What is Bounce and How Does it Affect Your Golf Game?

By Dan Lockhart

Golfer enters a bunker with a wedge

Many recreational golfers can identify the loft of their wedges, but most couldn’t tell you how much bounce they each have, and only the rare few could truly explain the purpose of bounce and how it impacts different shots. Even though it’s often overlooked, understanding bounce and how it impacts your short game can be just as important as knowing how much loft your wedge has when determining what green-side shot to hit.

What is Bounce

Bounce is the angle of a club’s sole from the leading edge to the trailing edge. If you hold a wedge upside down with the head up and the shaft perfectly vertical, you’ll notice that the leading edge sits lower than the trailing edge. This is the bounce angle. All clubs contain bounce, but it is more pronounced, and significant to your game, in the wedges.

Bounce allows for the club head to glide through the turf more easily. Every iron or wedge has a measured degree of bounce. Manufacturers vary the bounce depending upon the target market for a particular club. For example, the bounce in the Titleist AP2 irons is: 3-iron has 0 degrees of bounce, 4-iron 1°, 5-iron 3°, 6-iron 4°, 7-iron 4°, 8-iron 5°, 9-iron 6°, pitching wedge 7°.

How Much Bounce is Right for You?

Each loft of a wedge is available with varying degrees of bounce. So which bounce is right for you? To determine this, golfers must consider several factors, including how steep or shallow their swing is, what types of shots they prefer to hit with each wedge, and the typical course conditions they play. Let’s examine which amount of bounce is appropriate for which golfers and situations.

Low Bounce

Wedges with between 4°-6° of bounce are considered low bounce. This means the leading edge will sit closer to the ground and these clubs are designed for crisp contact.

Player Profile

Low bounce wedges are better for the player with a shallow, sweeper-style swing who takes minimal divots.

Turf Conditions

Optimal for firm turf and sand conditions.

Shot Types

Clean contact, high flop shots off tight lies.

Mid Bounce

Mid-bounce Wedges carry 7°-10° of bounce and may be better suited for shot-making and controlling trajectory.

Player Profile

Mid-bounce wedges are most suitable the widest range of players and favor a neutral attack angle.

Turf Conditions

Mid-bounce wedges are best for players who play a wide range of course conditions, or who play courses that aren’t particularly firm or soft.

Shot Types

Best for creating green-side shots, controlling distance and trajectory.

High Bounce

Wedges with more than 10° of bounce fall into the high bounce category.
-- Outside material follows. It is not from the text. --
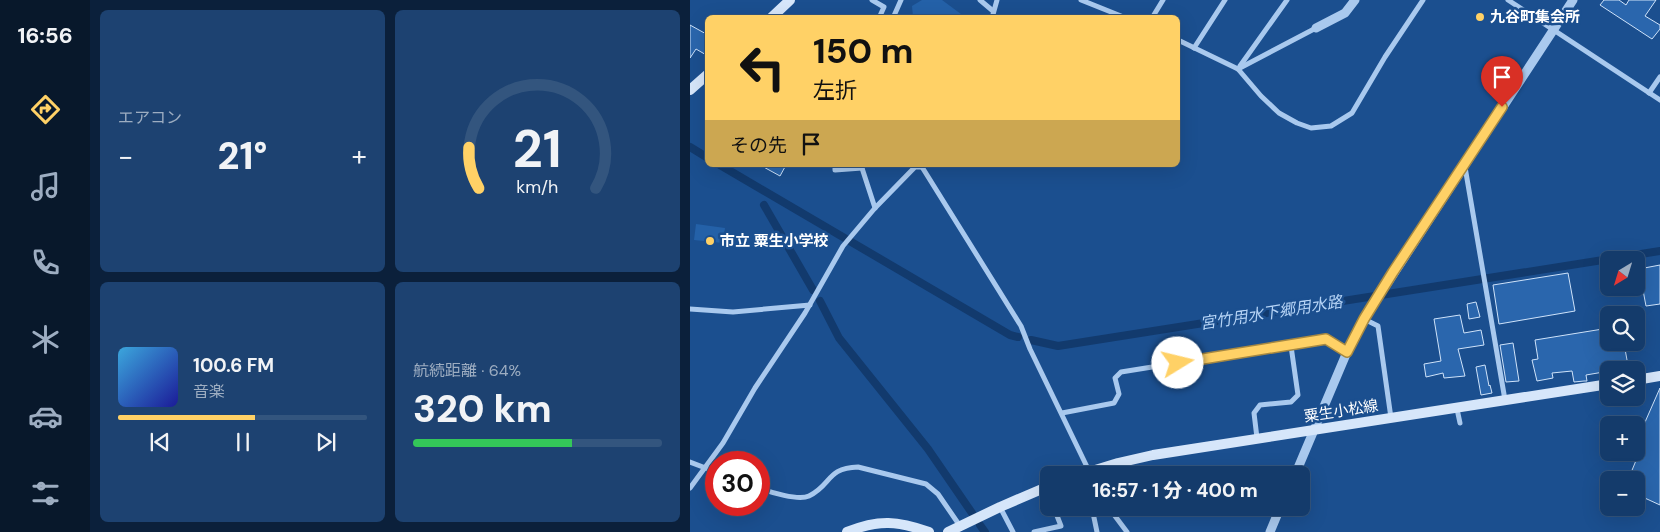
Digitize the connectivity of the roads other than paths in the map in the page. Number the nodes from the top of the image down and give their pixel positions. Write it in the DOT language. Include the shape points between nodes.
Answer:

The high bounce helps the club glide through the ground.

Player Profile

Players with a steep angle of attack can benefit from high-bounce wedges as the bounce can help prevent the leading edge from digging into the turf or sand.

Turf Conditions

High bounce wedges are great for softer turf and sand conditions as the club can more easily glide through the ground.

Shot Types

High bounces wedges help players generate more spin for green-side control.

Selecting the Perfect Bounce

The information above should give you an idea of the range of bounce that is best for you. If the attack angle of your swing, the typical course conditions you play and your and green-side shot preferences don’t all align with one category of bounce, consider carrying wedges with varying degrees of bounce to give yourself the most options in your short game, the same way you carry various lofts in your wedges.

To help you identify the perfect bounce for you, you can answer eight quick questions about your game and get a bounce recommendation through the Bounce Selector Tool on vokey.com.


While many golfers overlook the bounce in their wedges, using the appropriate bounce for your swing, course conditions and shot types can give you and advantage in your short game. Understanding bounce can help you determine which of your wedges gives you the highest chance of success with different shot types and turf conditions.

Image: Nitinai Thabthong/Moment via Getty Images

About The Author

Dan Lockhart is a PGA of America golf professional that specializes in teaching. He is based out of Naples, FL and teaches for the Rick Smith Golf Academy at Tiburon. Lockhart graduated from Ferris State University in Big Rapids, Michigan. He has been teaching golf for eight years and has been working in the golf business since 1996.